◆ YOUR OBJECTIVE ◆
The word to find is "Right". State how many lines below contain it, giving only the number.

::::::::::

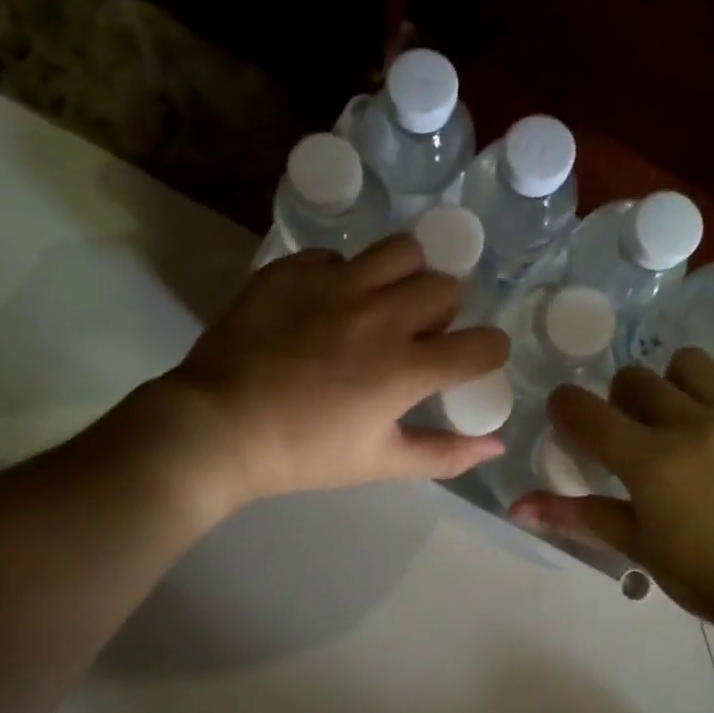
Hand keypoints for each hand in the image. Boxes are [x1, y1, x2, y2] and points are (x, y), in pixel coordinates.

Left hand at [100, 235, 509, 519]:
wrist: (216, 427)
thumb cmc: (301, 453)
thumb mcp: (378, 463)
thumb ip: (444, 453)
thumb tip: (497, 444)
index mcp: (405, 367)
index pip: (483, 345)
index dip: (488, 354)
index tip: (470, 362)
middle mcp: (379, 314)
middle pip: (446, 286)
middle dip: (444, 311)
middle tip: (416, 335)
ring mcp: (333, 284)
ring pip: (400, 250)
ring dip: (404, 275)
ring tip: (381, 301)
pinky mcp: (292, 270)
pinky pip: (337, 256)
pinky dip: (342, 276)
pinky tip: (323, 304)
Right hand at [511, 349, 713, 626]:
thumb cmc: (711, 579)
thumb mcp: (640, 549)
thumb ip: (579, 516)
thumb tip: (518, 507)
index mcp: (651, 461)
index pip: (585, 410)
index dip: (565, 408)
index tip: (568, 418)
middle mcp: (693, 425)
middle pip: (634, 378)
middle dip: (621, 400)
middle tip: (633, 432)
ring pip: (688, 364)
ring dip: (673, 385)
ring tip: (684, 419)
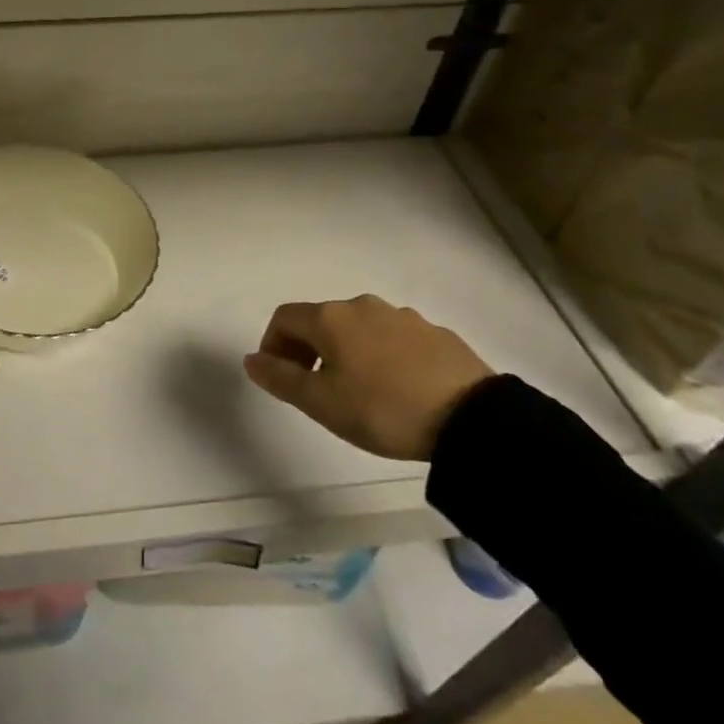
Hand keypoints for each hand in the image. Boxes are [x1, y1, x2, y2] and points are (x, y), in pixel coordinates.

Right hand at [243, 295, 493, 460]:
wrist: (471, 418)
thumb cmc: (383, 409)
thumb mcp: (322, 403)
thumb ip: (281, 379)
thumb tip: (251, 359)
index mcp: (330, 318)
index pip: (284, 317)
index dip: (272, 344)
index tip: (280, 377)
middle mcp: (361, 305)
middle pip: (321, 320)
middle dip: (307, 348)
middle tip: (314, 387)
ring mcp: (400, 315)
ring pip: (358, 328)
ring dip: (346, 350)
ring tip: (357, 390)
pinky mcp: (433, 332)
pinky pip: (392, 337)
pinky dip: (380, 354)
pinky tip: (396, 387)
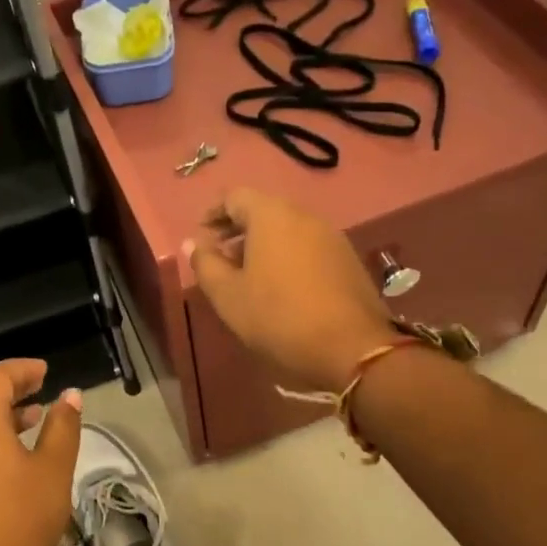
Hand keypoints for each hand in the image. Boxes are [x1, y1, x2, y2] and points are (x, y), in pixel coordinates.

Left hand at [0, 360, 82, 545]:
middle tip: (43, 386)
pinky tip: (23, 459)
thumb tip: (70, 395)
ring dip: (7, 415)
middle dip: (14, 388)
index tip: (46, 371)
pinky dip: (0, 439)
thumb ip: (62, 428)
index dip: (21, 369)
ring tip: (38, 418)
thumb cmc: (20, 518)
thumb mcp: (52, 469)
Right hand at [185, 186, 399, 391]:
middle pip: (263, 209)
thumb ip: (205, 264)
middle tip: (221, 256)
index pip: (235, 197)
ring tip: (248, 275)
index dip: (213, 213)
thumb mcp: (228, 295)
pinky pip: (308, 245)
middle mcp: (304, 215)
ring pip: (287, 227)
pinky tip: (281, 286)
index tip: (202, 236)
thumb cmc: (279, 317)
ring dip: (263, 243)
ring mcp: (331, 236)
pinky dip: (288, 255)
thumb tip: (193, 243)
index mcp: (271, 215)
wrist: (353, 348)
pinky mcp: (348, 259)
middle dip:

::::::::::

◆ EXERCISE RESPONSE ◆
3